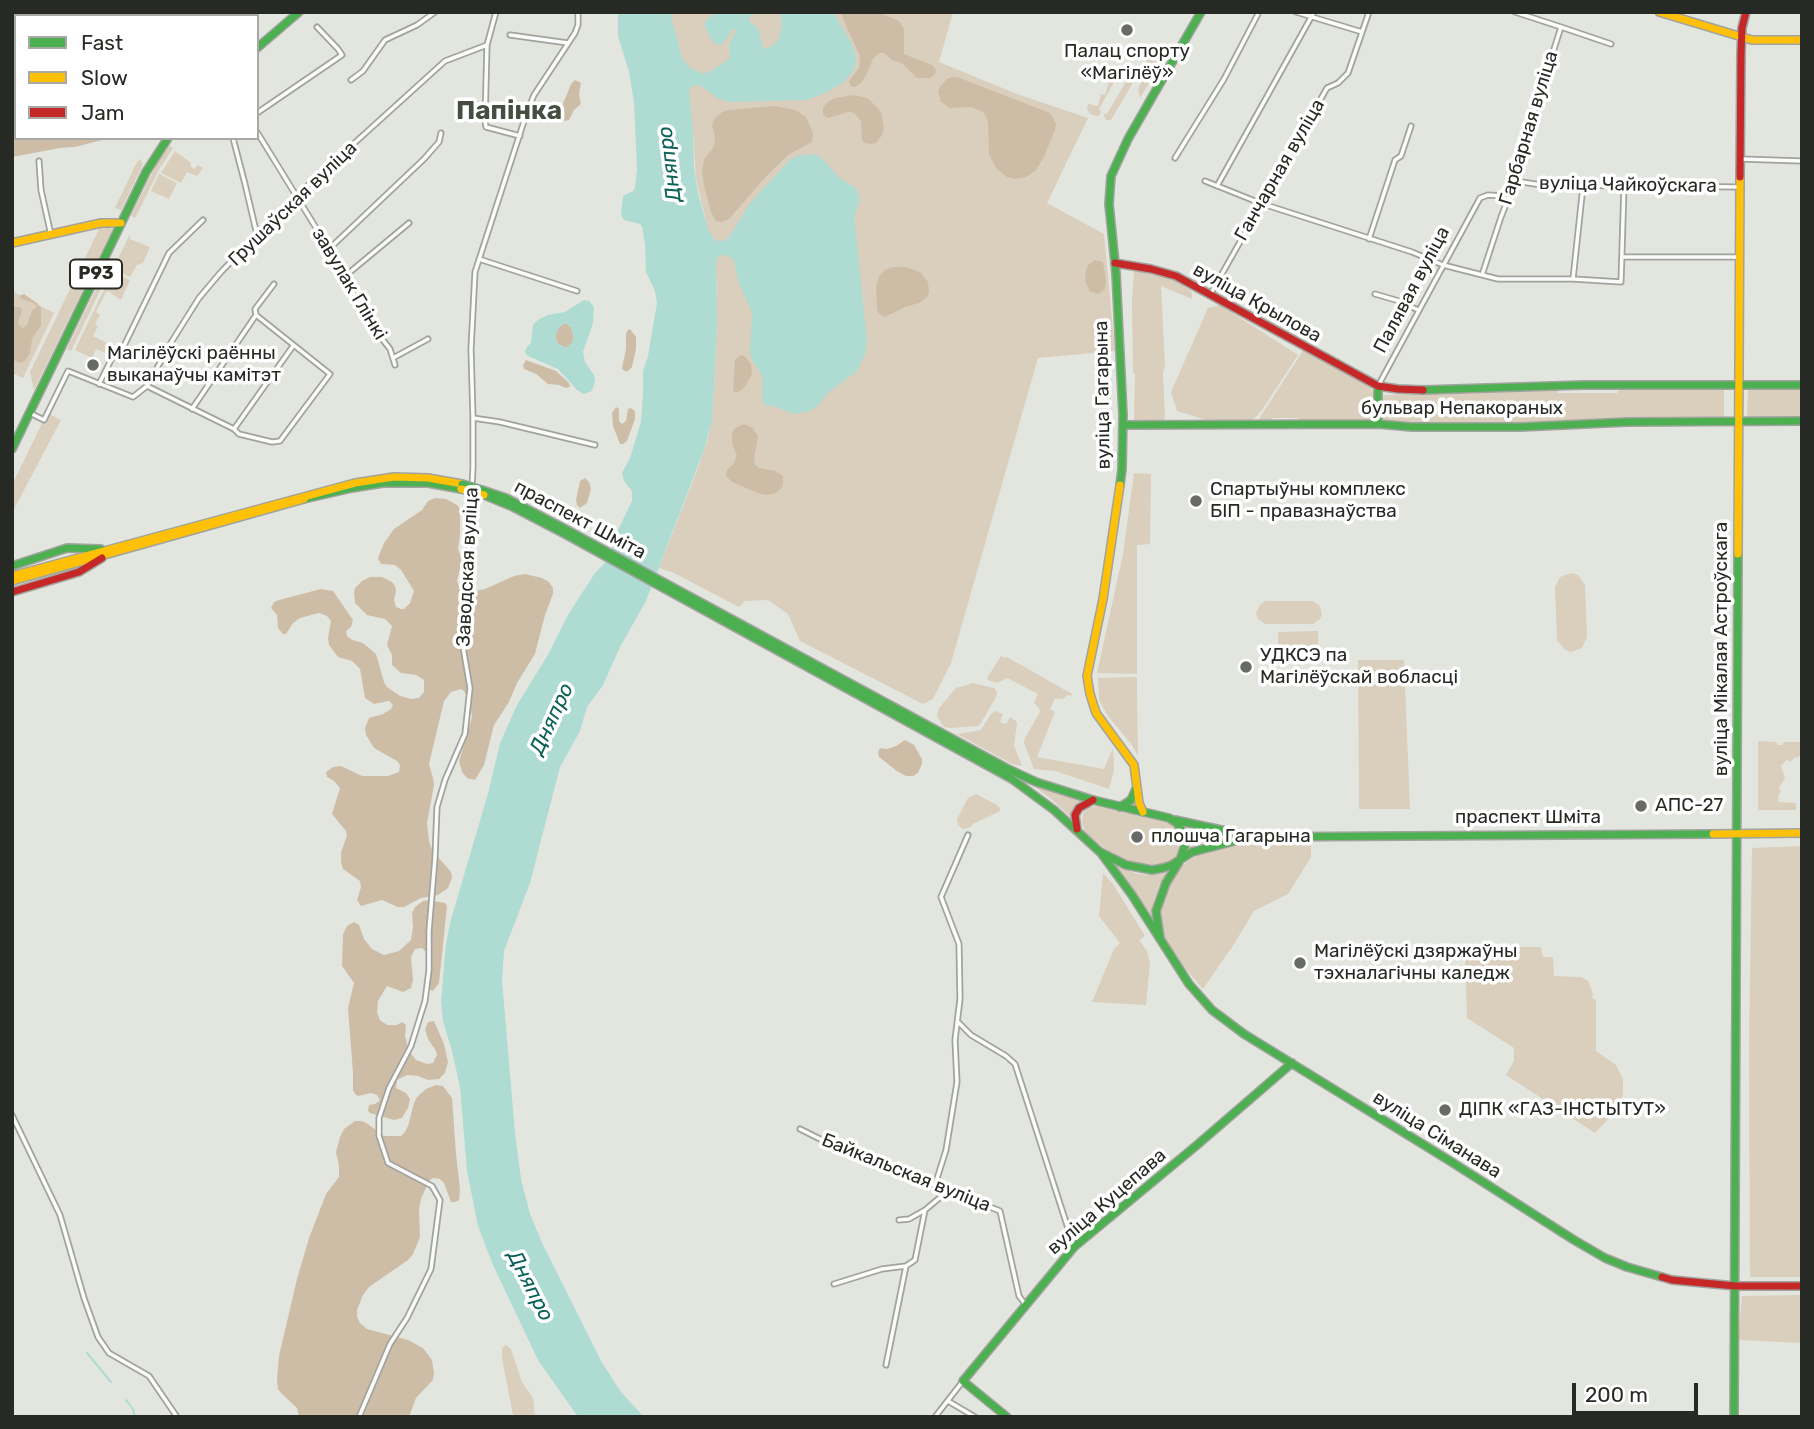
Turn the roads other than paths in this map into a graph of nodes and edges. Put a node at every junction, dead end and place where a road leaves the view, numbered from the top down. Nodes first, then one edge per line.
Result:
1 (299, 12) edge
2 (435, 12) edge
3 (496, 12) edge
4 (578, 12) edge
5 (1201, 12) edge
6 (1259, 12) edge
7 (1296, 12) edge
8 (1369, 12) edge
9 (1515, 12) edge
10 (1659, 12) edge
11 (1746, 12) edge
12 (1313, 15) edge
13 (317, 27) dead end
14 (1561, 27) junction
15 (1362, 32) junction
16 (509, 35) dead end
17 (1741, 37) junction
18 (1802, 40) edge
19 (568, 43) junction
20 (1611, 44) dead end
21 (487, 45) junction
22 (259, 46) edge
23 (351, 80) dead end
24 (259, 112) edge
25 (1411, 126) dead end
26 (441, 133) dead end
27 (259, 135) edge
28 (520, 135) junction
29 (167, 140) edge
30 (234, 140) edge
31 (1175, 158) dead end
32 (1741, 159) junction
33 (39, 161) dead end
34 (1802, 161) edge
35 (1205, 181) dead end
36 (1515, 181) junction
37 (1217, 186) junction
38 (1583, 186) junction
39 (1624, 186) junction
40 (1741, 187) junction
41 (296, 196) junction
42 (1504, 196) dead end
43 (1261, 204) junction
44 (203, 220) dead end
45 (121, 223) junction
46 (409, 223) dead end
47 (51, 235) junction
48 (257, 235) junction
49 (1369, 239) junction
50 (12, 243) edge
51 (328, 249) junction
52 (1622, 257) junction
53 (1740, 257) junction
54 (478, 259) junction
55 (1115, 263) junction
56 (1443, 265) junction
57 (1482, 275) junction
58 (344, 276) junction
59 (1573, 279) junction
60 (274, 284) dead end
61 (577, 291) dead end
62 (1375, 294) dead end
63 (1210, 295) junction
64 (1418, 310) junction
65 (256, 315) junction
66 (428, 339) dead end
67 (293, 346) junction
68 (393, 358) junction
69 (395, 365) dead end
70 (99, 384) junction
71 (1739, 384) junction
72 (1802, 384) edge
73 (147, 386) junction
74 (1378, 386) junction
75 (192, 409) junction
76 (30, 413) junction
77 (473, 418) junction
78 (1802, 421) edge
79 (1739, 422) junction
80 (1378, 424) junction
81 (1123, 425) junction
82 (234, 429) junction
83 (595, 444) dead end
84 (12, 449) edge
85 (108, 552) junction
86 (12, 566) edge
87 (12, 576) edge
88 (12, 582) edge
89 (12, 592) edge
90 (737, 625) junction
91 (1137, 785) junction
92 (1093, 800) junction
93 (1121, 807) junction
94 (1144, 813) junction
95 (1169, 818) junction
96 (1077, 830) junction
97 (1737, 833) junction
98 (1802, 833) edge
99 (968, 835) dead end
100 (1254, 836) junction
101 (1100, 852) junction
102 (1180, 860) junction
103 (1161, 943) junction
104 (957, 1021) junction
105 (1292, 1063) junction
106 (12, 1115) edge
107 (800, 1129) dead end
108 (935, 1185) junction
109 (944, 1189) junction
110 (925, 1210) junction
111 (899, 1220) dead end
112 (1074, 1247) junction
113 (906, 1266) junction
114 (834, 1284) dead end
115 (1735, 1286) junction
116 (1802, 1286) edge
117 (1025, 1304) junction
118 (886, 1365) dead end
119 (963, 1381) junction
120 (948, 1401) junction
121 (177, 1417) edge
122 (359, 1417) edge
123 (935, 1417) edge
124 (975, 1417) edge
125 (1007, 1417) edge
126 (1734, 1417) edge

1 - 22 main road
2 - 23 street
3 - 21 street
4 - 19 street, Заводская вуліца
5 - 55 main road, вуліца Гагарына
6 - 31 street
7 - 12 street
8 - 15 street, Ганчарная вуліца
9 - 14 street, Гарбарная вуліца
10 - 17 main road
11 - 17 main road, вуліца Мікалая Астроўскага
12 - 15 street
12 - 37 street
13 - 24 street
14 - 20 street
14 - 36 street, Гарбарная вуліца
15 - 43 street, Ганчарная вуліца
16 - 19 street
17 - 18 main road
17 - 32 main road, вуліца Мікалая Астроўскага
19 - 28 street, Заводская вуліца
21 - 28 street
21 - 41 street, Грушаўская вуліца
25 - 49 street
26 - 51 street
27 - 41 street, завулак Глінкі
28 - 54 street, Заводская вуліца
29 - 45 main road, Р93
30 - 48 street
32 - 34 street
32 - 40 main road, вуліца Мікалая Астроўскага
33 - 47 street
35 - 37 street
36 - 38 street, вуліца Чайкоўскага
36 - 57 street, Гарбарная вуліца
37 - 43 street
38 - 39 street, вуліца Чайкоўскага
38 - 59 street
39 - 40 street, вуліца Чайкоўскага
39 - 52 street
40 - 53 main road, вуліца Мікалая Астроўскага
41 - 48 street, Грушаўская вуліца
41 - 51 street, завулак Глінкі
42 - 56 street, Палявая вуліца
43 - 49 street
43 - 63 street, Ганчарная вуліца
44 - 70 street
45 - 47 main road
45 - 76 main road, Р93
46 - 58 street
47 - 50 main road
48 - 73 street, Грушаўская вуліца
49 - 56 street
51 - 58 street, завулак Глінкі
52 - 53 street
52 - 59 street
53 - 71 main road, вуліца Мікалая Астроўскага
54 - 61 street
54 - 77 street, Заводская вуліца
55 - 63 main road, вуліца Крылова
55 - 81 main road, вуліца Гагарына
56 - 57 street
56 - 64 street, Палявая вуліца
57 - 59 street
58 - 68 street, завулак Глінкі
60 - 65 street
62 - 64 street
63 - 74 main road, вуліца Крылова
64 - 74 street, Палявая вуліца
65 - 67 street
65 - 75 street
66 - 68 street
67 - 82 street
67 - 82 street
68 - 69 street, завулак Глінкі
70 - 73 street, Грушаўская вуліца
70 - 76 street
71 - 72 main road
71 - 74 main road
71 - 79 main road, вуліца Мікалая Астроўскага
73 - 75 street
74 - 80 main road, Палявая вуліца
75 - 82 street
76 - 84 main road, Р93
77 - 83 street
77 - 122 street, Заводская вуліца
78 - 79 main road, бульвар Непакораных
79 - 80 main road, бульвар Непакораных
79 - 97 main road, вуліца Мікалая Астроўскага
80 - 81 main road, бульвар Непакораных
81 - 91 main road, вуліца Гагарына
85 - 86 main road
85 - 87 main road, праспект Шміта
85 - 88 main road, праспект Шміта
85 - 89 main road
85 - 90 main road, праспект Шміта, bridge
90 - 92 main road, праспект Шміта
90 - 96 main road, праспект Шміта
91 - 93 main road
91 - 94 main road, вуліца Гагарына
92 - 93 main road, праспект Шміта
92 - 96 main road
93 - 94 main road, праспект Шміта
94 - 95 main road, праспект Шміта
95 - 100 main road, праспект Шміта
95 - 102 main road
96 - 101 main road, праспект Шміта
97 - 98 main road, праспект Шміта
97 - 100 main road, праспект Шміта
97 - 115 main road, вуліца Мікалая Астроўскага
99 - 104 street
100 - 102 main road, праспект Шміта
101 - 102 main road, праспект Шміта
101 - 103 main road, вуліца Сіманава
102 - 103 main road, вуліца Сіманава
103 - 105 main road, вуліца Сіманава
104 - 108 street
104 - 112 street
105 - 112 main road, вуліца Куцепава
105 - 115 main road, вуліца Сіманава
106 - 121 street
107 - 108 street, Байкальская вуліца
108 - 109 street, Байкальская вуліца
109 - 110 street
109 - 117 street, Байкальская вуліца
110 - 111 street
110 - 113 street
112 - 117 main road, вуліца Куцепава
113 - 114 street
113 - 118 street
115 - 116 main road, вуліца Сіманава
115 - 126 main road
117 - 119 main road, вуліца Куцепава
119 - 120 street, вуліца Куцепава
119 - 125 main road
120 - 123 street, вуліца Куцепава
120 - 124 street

*EXERCISE DESCRIPTION*
Only the records themselves, retyped exactly, belong in the answer; please leave all images behind.

*OUTPUT OF THE TASK*
Turn the roads other than paths in this map into a graph of nodes and edges. Put a node at every junction, dead end and place where a road leaves the view, numbered from the top down. Nodes first, then one edge per line.
Result:
1 (299, 12) edge
2 (435, 12) edge
3 (496, 12) edge
4 (578, 12) edge
5 (1201, 12) edge
6 (1259, 12) edge
7 (1296, 12) edge
8 (1369, 12) edge
9 (1515, 12) edge
10 (1659, 12) edge
11 (1746, 12) edge
12 (1313, 15) edge
13 (317, 27) dead end
14 (1561, 27) junction
15 (1362, 32) junction
16 (509, 35) dead end
17 (1741, 37) junction
18 (1802, 40) edge
19 (568, 43) junction
20 (1611, 44) dead end
21 (487, 45) junction
22 (259, 46) edge
23 (351, 80) dead end
24 (259, 112) edge
25 (1411, 126) dead end
26 (441, 133) dead end
27 (259, 135) edge
28 (520, 135) junction
29 (167, 140) edge
30 (234, 140) edge
31 (1175, 158) dead end
32 (1741, 159) junction
33 (39, 161) dead end
34 (1802, 161) edge
35 (1205, 181) dead end
36 (1515, 181) junction
37 (1217, 186) junction
38 (1583, 186) junction
39 (1624, 186) junction
40 (1741, 187) junction
41 (296, 196) junction
42 (1504, 196) dead end
43 (1261, 204) junction
44 (203, 220) dead end
45 (121, 223) junction
46 (409, 223) dead end
47 (51, 235) junction
48 (257, 235) junction
49 (1369, 239) junction
50 (12, 243) edge
51 (328, 249) junction
52 (1622, 257) junction
53 (1740, 257) junction
54 (478, 259) junction
55 (1115, 263) junction
56 (1443, 265) junction
57 (1482, 275) junction
58 (344, 276) junction
59 (1573, 279) junction
60 (274, 284) dead end
61 (577, 291) dead end
62 (1375, 294) dead end
63 (1210, 295) junction
64 (1418, 310) junction
65 (256, 315) junction
66 (428, 339) dead end
67 (293, 346) junction
68 (393, 358) junction
69 (395, 365) dead end
70 (99, 384) junction
71 (1739, 384) junction
72 (1802, 384) edge
73 (147, 386) junction
74 (1378, 386) junction
75 (192, 409) junction
76 (30, 413) junction
77 (473, 418) junction
78 (1802, 421) edge
79 (1739, 422) junction
80 (1378, 424) junction
81 (1123, 425) junction
82 (234, 429) junction
83 (595, 444) dead end
84 (12, 449) edge
85 (108, 552) junction
86 (12, 566) edge
87 (12, 576) edge
88 (12, 582) edge
89 (12, 592) edge
90 (737, 625) junction
91 (1137, 785) junction
92 (1093, 800) junction
93 (1121, 807) junction
94 (1144, 813) junction
95 (1169, 818) junction
96 (1077, 830) junction
97 (1737, 833) junction
98 (1802, 833) edge
99 (968, 835) dead end
100 (1254, 836) junction
101 (1100, 852) junction
102 (1180, 860) junction
103 (1161, 943) junction
104 (957, 1021) junction
105 (1292, 1063) junction
106 (12, 1115) edge
107 (800, 1129) dead end
108 (935, 1185) junction
109 (944, 1189) junction
110 (925, 1210) junction
111 (899, 1220) dead end
112 (1074, 1247) junction
113 (906, 1266) junction
114 (834, 1284) dead end
115 (1735, 1286) junction
116 (1802, 1286) edge
117 (1025, 1304) junction
118 (886, 1365) dead end
119 (963, 1381) junction
120 (948, 1401) junction
121 (177, 1417) edge
122 (359, 1417) edge
123 (935, 1417) edge
124 (975, 1417) edge
125 (1007, 1417) edge
126 (1734, 1417) edge

1 - 22 main road
2 - 23 street
3 - 21 street
4 - 19 street, Заводская вуліца
5 - 55 main road, вуліца Гагарына
6 - 31 street
7 - 12 street
8 - 15 street, Ганчарная вуліца
9 - 14 street, Гарбарная вуліца
10 - 17 main road
11 - 17 main road, вуліца Мікалая Астроўскага
12 - 15 street
12 - 37 street
13 - 24 street
14 - 20 street
14 - 36 street, Гарбарная вуліца
15 - 43 street, Ганчарная вуліца
16 - 19 street
17 - 18 main road
17 - 32 main road, вуліца Мікалая Астроўскага
19 - 28 street, Заводская вуліца
21 - 28 street
21 - 41 street, Грушаўская вуліца
25 - 49 street
26 - 51 street
27 - 41 street, завулак Глінкі
28 - 54 street, Заводская вуліца
29 - 45 main road, Р93
30 - 48 street
32 - 34 street
32 - 40 main road, вуліца Мікалая Астроўскага
33 - 47 street
35 - 37 street
36 - 38 street, вуліца Чайкоўскага
36 - 57 street, Гарбарная вуліца
37 - 43 street
38 - 39 street, вуліца Чайкоўскага
38 - 59 street
39 - 40 street, вуліца Чайкоўскага
39 - 52 street
40 - 53 main road, вуліца Мікалая Астроўскага
41 - 48 street, Грушаўская вуліца
41 - 51 street, завулак Глінкі
42 - 56 street, Палявая вуліца
43 - 49 street
43 - 63 street, Ганчарная вуліца
44 - 70 street
45 - 47 main road
45 - 76 main road, Р93
46 - 58 street
47 - 50 main road
48 - 73 street, Грушаўская вуліца
49 - 56 street
51 - 58 street, завулак Глінкі
52 - 53 street
52 - 59 street
53 - 71 main road, вуліца Мікалая Астроўскага
54 - 61 street
54 - 77 street, Заводская вуліца
55 - 63 main road, вуліца Крылова
55 - 81 main road, вуліца Гагарына
56 - 57 street
56 - 64 street, Палявая вуліца
57 - 59 street
58 - 68 street, завулак Глінкі
60 - 65 street
62 - 64 street
63 - 74 main road, вуліца Крылова
64 - 74 street, Палявая вуліца
65 - 67 street
65 - 75 street
66 - 68 street
67 - 82 street
67 - 82 street
68 - 69 street, завулак Глінкі
70 - 73 street, Грушаўская вуліца
70 - 76 street
71 - 72 main road
71 - 74 main road
71 - 79 main road, вуліца Мікалая Астроўскага
73 - 75 street
74 - 80 main road, Палявая вуліца
75 - 82 street
76 - 84 main road, Р93
77 - 83 street
77 - 122 street, Заводская вуліца
78 - 79 main road, бульвар Непакораных
79 - 80 main road, бульвар Непакораных
79 - 97 main road, вуліца Мікалая Астроўскага
80 - 81 main road, бульвар Непакораных
81 - 91 main road, вуліца Гагарына
85 - 86 main road
85 - 87 main road, праспект Шміта
85 - 88 main road, праспект Шміта
85 - 89 main road
85 - 90 main road, праспект Шміта, bridge
90 - 92 main road, праспект Шміта
90 - 96 main road, праспект Шміта
91 - 93 main road
91 - 94 main road, вуліца Гагарына
92 - 93 main road, праспект Шміта
92 - 96 main road
93 - 94 main road, праспект Шміта
94 - 95 main road, праспект Шміта
95 - 100 main road, праспект Шміта
95 - 102 main road
96 - 101 main road, праспект Шміта
97 - 98 main road, праспект Шміта
97 - 100 main road, праспект Шміта
97 - 115 main road, вуліца Мікалая Астроўскага
99 - 104 street
100 - 102 main road, праспект Шміта
101 - 102 main road, праспект Шміта
101 - 103 main road, вуліца Сіманава
102 - 103 main road, вуліца Сіманава
103 - 105 main road, вуліца Сіманава
104 - 108 street
104 - 112 street
105 - 112 main road, вуліца Куцепава
105 - 115 main road, вуліца Сіманава
106 - 121 street
107 - 108 street, Байкальская вуліца
108 - 109 street, Байкальская вуліца
109 - 110 street
109 - 117 street, Байкальская вуліца
110 - 111 street
110 - 113 street
112 - 117 main road, вуліца Куцепава
113 - 114 street
113 - 118 street
115 - 116 main road, вуліца Сіманава
115 - 126 main road
117 - 119 main road, вуліца Куцепава
119 - 120 street, вуліца Куцепава
119 - 125 main road
120 - 123 street, вуліца Куцепава
120 - 124 street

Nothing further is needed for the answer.